16 -> 32 -> 28/32 -> 14/16 -> DAC -> 14bit analog signal

But so far I noticed, the iPod Rockbox only lost 2db of accuracy (instead of 4db, which I thought it be).

Well, as I mentioned above, I'm happy with -12db pre-cut listening to iPod Rockbox on -15db volume.

Until I found out that Wolfson DAC supports 96khz/24bit. Rockbox could be updated to do this:

16 -> 32 -> 28/32 -> 21/24 -> DAC -> 16bit analog signal

Edit: I finally realized that pre-cut in software EQ actually cuts away the gain/SNR/fidelity. I still hoped that the pre-cut algorithm is changed to downscale algorithm.

Llorean:
Again I ask you: How do you decrease a signal without losing anything? The statement makes no sense. The least you can possibly lose is the least significant bit. It's simple math.

Andhyka:
Umm I don't know how the algorithm works but the normalize features available on Adobe Audition seems to do exactly that. It allows records with compressed fidelity (prevalent in early 1990s) to fit into its maximum potential. I don't have it as it's very expensive but you get the idea from here:

http://blogs.magnatune.com/buckman/beier1.gif
http://blogs.magnatune.com/buckman/beier2.gif

Edit: Hmm, I guess this must be resource-intensive, and not implementable in iPod.

Llorean:
"Normalizing" doesn't do any such thing. Normalizing can usually be seen as increasing or decreasing the volume to a set point, usually used in an attempt to have all tracks peak at 0dB. It doesn't gain you any additional fidelity, all it does is essentially shifts/stretches where the existing range you have lies across. Are you perhaps referring to something other than a "Normalize" feature? I assure you that you cannot magically recover data that does not exist any more. The very best you can do is attempt to approximate that data in some manner.

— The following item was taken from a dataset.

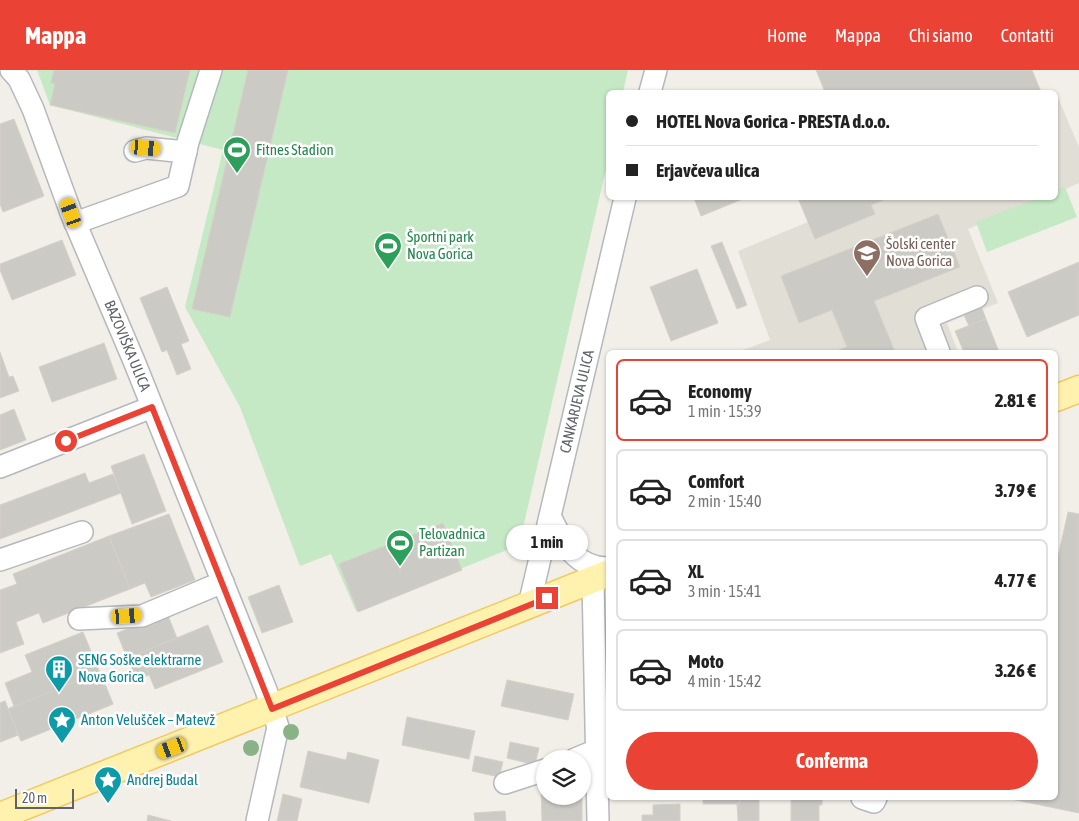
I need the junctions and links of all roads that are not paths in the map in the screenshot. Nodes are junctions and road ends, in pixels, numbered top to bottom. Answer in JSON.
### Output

Yes, it maximizes resolution, but it doesn't add any additional data. For example, as you said, when you go from 16-bit to 32-bit, you don't gain *anything* because you still have the same sample.

If you take something that's only using 12-bits, and you normalize it so that it's full scale 16-bi, you still have the same information (and because you're scaling to a non-integer multiple, you no longer have a lossless copy of the original).